Records supplied >>
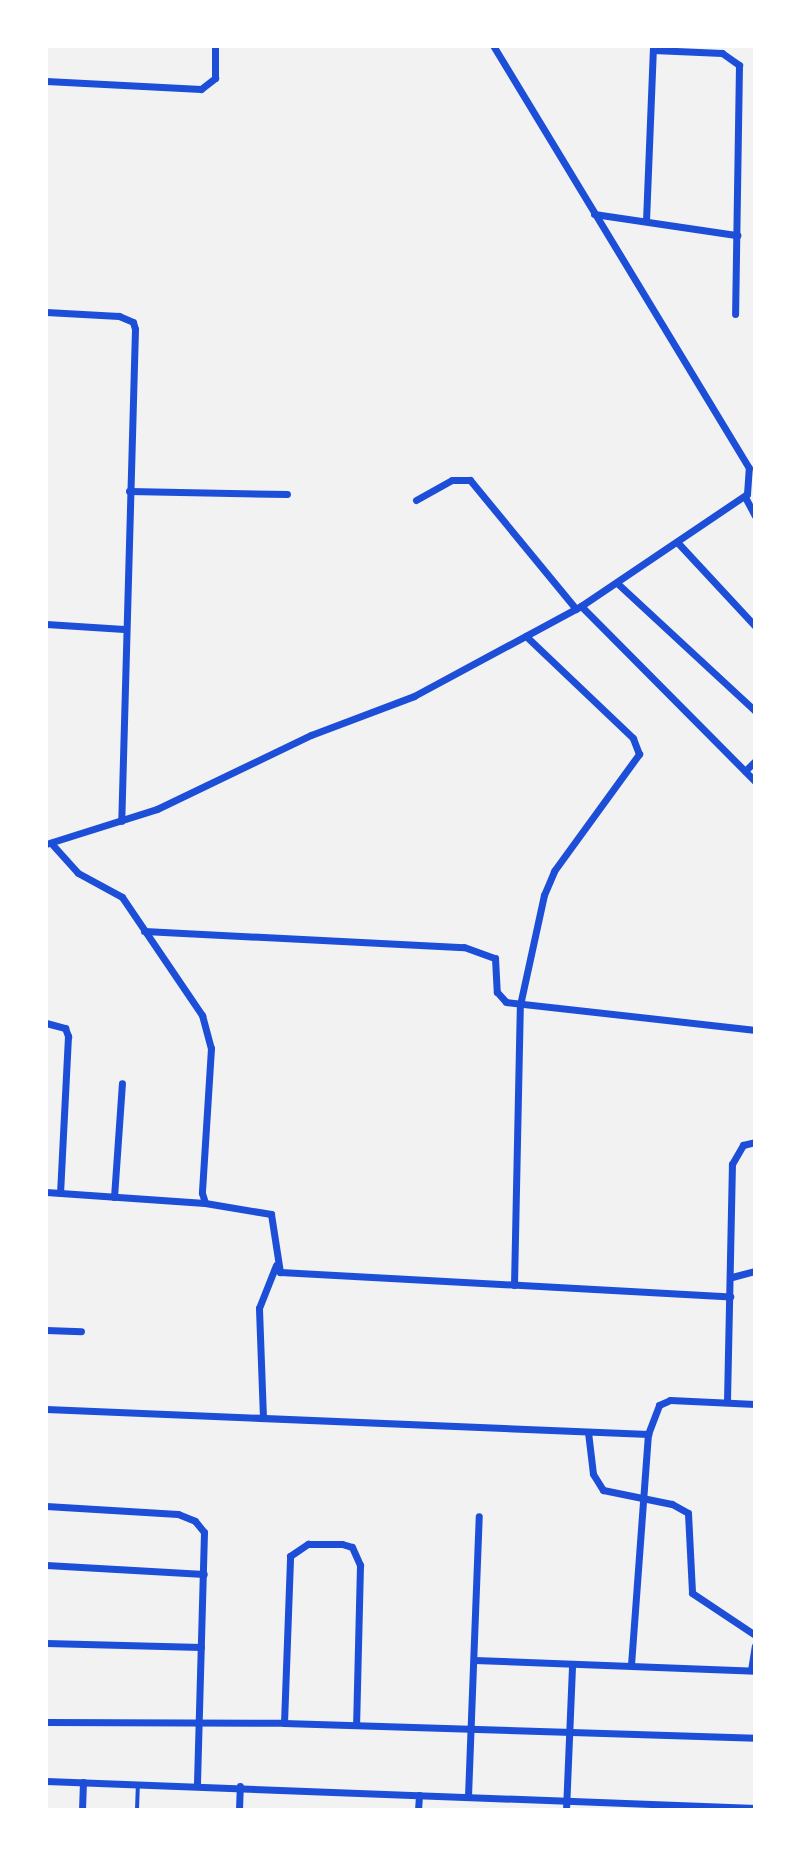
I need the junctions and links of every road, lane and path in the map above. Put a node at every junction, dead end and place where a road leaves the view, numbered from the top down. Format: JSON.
{"nodes":[{"id":1,"x":215,"y":46,"type":"edge"},
{"id":2,"x":493,"y":46,"type":"edge"},
{"id":3,"x":653,"y":48,"type":"edge"},
{"id":4,"x":46,"y":81,"type":"edge"},
{"id":5,"x":594,"y":214,"type":"junction"},
{"id":6,"x":646,"y":221,"type":"junction"},
{"id":7,"x":737,"y":235,"type":"junction"},
{"id":8,"x":46,"y":312,"type":"edge"},
{"id":9,"x":735,"y":314,"type":"dead end"},
{"id":10,"x":753,"y":484,"type":"edge"},
{"id":11,"x":129,"y":491,"type":"junction"},
{"id":12,"x":287,"y":494,"type":"dead end"},
{"id":13,"x":745,"y":497,"type":"junction"},
{"id":14,"x":416,"y":500,"type":"dead end"},
{"id":15,"x":755,"y":516,"type":"edge"},
{"id":16,"x":678,"y":543,"type":"junction"},
{"id":17,"x":617,"y":583,"type":"junction"},
{"id":18,"x":579,"y":607,"type":"junction"},
{"id":19,"x":46,"y":624,"type":"edge"},
{"id":20,"x":755,"y":626,"type":"edge"},
{"id":21,"x":124,"y":629,"type":"junction"},
{"id":22,"x":526,"y":636,"type":"junction"},
{"id":23,"x":755,"y":711,"type":"edge"},
{"id":24,"x":755,"y":761,"type":"edge"},
{"id":25,"x":745,"y":771,"type":"junction"},
{"id":26,"x":755,"y":781,"type":"edge"},
{"id":27,"x":121,"y":821,"type":"junction"},
{"id":28,"x":48,"y":844,"type":"edge"},
{"id":29,"x":144,"y":931,"type":"junction"},
{"id":30,"x":520,"y":1005,"type":"junction"},
{"id":31,"x":46,"y":1023,"type":"edge"},
{"id":32,"x":755,"y":1030,"type":"edge"},
{"id":33,"x":122,"y":1083,"type":"dead end"},
{"id":34,"x":755,"y":1142,"type":"edge"},
{"id":35,"x":46,"y":1192,"type":"edge"},
{"id":36,"x":60,"y":1193,"type":"junction"},
{"id":37,"x":114,"y":1197,"type":"junction"},
{"id":38,"x":205,"y":1203,"type":"junction"},
{"id":39,"x":276,"y":1265,"type":"junction"},
{"id":40,"x":755,"y":1271,"type":"edge"},
{"id":41,"x":732,"y":1277,"type":"junction"},
{"id":42,"x":514,"y":1285,"type":"junction"},
{"id":43,"x":730,"y":1296,"type":"junction"},
{"id":44,"x":46,"y":1330,"type":"edge"},
{"id":45,"x":81,"y":1331,"type":"dead end"},
{"id":46,"x":727,"y":1401,"type":"junction"},
{"id":47,"x":755,"y":1404,"type":"edge"},
{"id":48,"x":46,"y":1409,"type":"edge"},
{"id":49,"x":263,"y":1418,"type":"junction"},
{"id":50,"x":588,"y":1432,"type":"junction"},
{"id":51,"x":648,"y":1434,"type":"junction"},
{"id":52,"x":642,"y":1501,"type":"junction"},
{"id":53,"x":46,"y":1506,"type":"edge"},
{"id":54,"x":479,"y":1516,"type":"dead end"},
{"id":55,"x":46,"y":1565,"type":"edge"},
{"id":56,"x":204,"y":1574,"type":"junction"},
{"id":57,"x":755,"y":1635,"type":"edge"},
{"id":58,"x":46,"y":1643,"type":"edge"},
{"id":59,"x":755,"y":1646,"type":"edge"},
{"id":60,"x":201,"y":1647,"type":"junction"},
{"id":61,"x":474,"y":1660,"type":"junction"},
{"id":62,"x":572,"y":1665,"type":"junction"},
{"id":63,"x":631,"y":1665,"type":"junction"},
{"id":64,"x":753,"y":1671,"type":"edge"},
{"id":65,"x":46,"y":1722,"type":"edge"},
{"id":66,"x":199,"y":1723,"type":"junction"},
{"id":67,"x":284,"y":1723,"type":"junction"},
{"id":68,"x":356,"y":1725,"type":"junction"},
{"id":69,"x":470,"y":1728,"type":"junction"},
{"id":70,"x":570,"y":1733,"type":"junction"},
{"id":71,"x":755,"y":1738,"type":"edge"},
{"id":72,"x":46,"y":1781,"type":"edge"},
{"id":73,"x":83,"y":1782,"type":"junction"},
{"id":74,"x":138,"y":1783,"type":"junction"},
{"id":75,"x":197,"y":1785,"type":"junction"},
{"id":76,"x":240,"y":1786,"type":"junction"},
{"id":77,"x":419,"y":1795,"type":"junction"},
{"id":78,"x":468,"y":1796,"type":"junction"},
{"id":79,"x":491,"y":1798,"type":"junction"},
{"id":80,"x":566,"y":1806,"type":"edge"},
{"id":81,"x":649,"y":1807,"type":"edge"},
{"id":82,"x":755,"y":1808,"type":"edge"},
{"id":83,"x":730,"y":1809,"type":"edge"},
{"id":84,"x":82,"y":1810,"type":"edge"},
{"id":85,"x":137,"y":1810,"type":"edge"},
{"id":86,"x":239,"y":1810,"type":"edge"},
{"id":87,"x":418,"y":1810,"type":"edge"},
{"id":88,"x":490,"y":1810,"type":"edge"}],
"edges":[{"from":1,"to":4,"type":"street"},
{"from":2,"to":5,"type":"street"},
{"from":3,"to":6,"type":"street"},
{"from":3,"to":7,"type":"street"},
{"from":5,"to":6,"type":"street"},
{"from":5,"to":10,"type":"street"},
{"from":6,"to":7,"type":"street"},
{"from":7,"to":9,"type":"street"},
{"from":8,"to":11,"type":"street"},
{"from":10,"to":13,"type":"street"},
{"from":11,"to":12,"type":"street"},
{"from":11,"to":21,"type":"street"},
{"from":13,"to":15,"type":"street"},
{"from":13,"to":16,"type":"street"},
{"from":14,"to":18,"type":"street"},
{"from":16,"to":17,"type":"street"},
{"from":16,"to":20,"type":"street"},
{"from":17,"to":18,"type":"street"},
{"from":17,"to":23,"type":"street"},
{"from":18,"to":22,"type":"street"},
{"from":18,"to":25,"type":"street"},
{"from":19,"to":21,"type":"street"},
{"from":21,"to":27,"type":"street"},
{"from":22,"to":27,"type":"street"},
{"from":22,"to":30,"type":"street"},
{"from":24,"to":25,"type":"street"},
{"from":25,"to":26,"type":"street"},
{"from":27,"to":28,"type":"street"},
{"from":28,"to":29,"type":"street"},
{"from":29,"to":30,"type":"street"},
{"from":29,"to":38,"type":"street"},
{"from":30,"to":32,"type":"street"},
{"from":30,"to":42,"type":"street"},
{"from":31,"to":36,"type":"street"},
{"from":33,"to":37,"type":"street"},
{"from":34,"to":41,"type":"street"},
{"from":35,"to":36,"type":"street"},
{"from":36,"to":37,"type":"street"},
{"from":37,"to":38,"type":"street"},
{"from":38,"to":39,"type":"street"},
{"from":39,"to":42,"type":"street"},
{"from":39,"to":49,"type":"street"},
{"from":40,"to":41,"type":"street"},
{"from":41,"to":43,"type":"street"},
{"from":42,"to":43,"type":"street"},
{"from":43,"to":46,"type":"street"},
{"from":44,"to":45,"type":"street"},
{"from":46,"to":47,"type":"street"},
{"from":46,"to":51,"type":"street"},
{"from":48,"to":49,"type":"street"},
{"from":49,"to":50,"type":"street"},
{"from":50,"to":51,"type":"street"},
{"from":50,"to":52,"type":"street"},
{"from":51,"to":52,"type":"street"},
{"from":52,"to":57,"type":"street"},
{"from":52,"to":63,"type":"street"},
{"from":53,"to":56,"type":"street"},
{"from":54,"to":61,"type":"street"},
{"from":55,"to":56,"type":"street"},
{"from":56,"to":60,"type":"street"},
{"from":58,"to":60,"type":"street"},
{"from":59,"to":64,"type":"street"},
{"from":60,"to":66,"type":"street"},
{"from":61,"to":62,"type":"street"},
{"from":61,"to":69,"type":"street"},
{"from":62,"to":63,"type":"street"},
{"from":62,"to":70,"type":"street"},
{"from":63,"to":64,"type":"street"},
{"from":65,"to":66,"type":"street"},
{"from":66,"to":67,"type":"street"},
{"from":66,"to":75,"type":"street"},
{"from":67,"to":68,"type":"street"},
{"from":67,"to":68,"type":"street"},
{"from":68,"to":69,"type":"street"},
{"from":69,"to":70,"type":"street"},
{"from":69,"to":78,"type":"street"},
{"from":70,"to":71,"type":"street"},
{"from":70,"to":80,"type":"street"},
{"from":72,"to":73,"type":"street"},
{"from":73,"to":74,"type":"street"},
{"from":73,"to":84,"type":"street"},
{"from":74,"to":75,"type":"street"},
{"from":74,"to":85,"type":"lane"},
{"from":75,"to":76,"type":"street"},
{"from":76,"to":77,"type":"street"},
{"from":76,"to":86,"type":"street"},
{"from":77,"to":78,"type":"street"},
{"from":77,"to":87,"type":"street"},
{"from":78,"to":79,"type":"street"},
{"from":79,"to":80,"type":"street"},
{"from":79,"to":88,"type":"street"},
{"from":80,"to":81,"type":"street"},
{"from":81,"to":83,"type":"street"},
{"from":82,"to":83,"type":"street"}]}
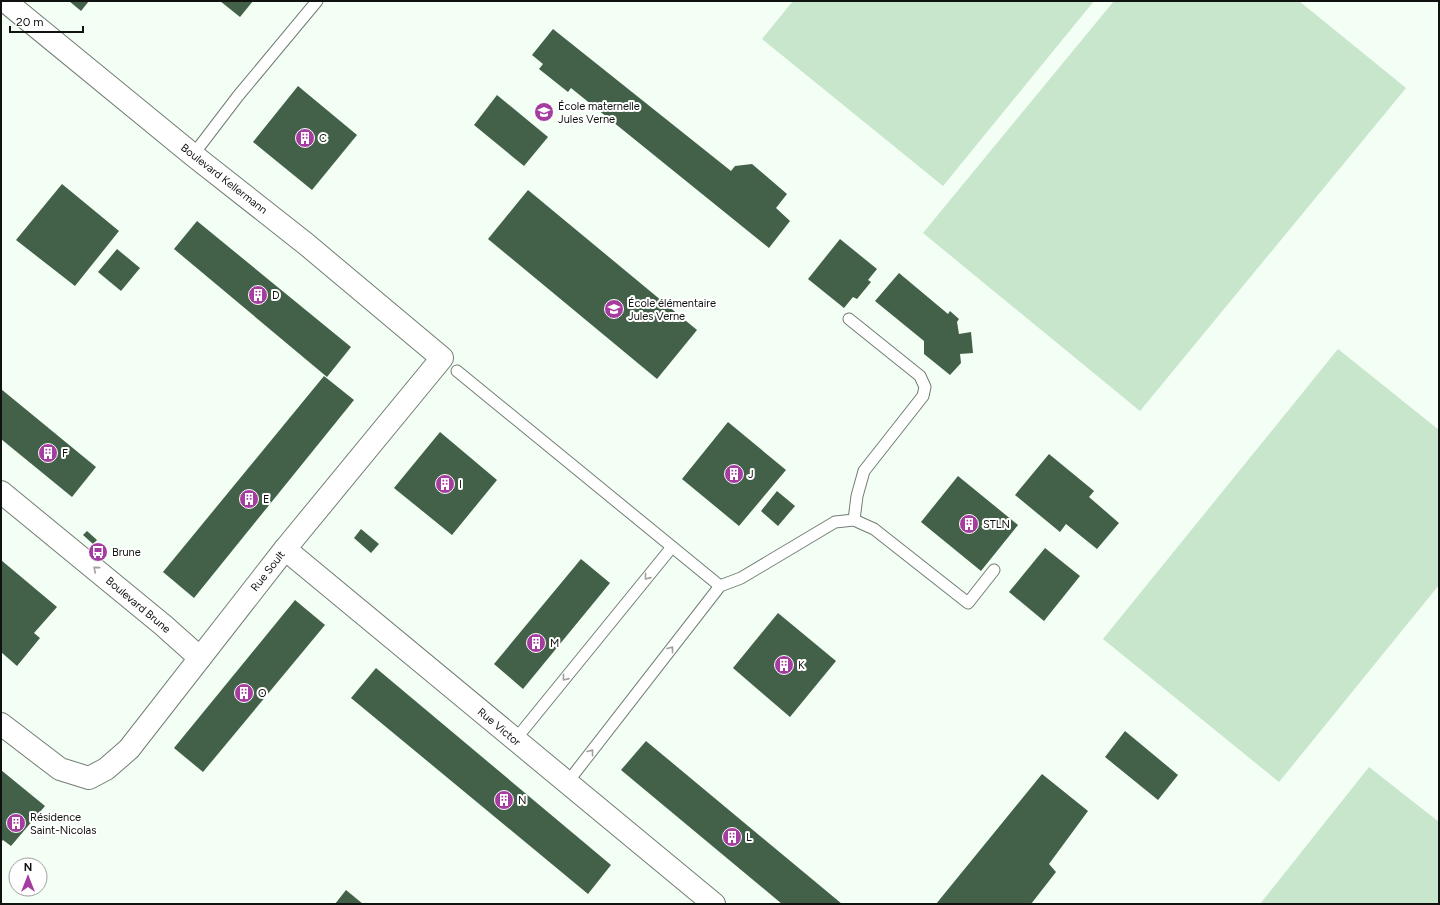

Exercise details >>
Would you please return every line in the listing where "lane" shows up?

Solution below >>
I need the junctions and links of every road, lane and path in the map above. Put a node at every junction, dead end and place where a road leaves the view, numbered from the top down. Format: JSON.
{"from":74,"to":85,"type":"lane"},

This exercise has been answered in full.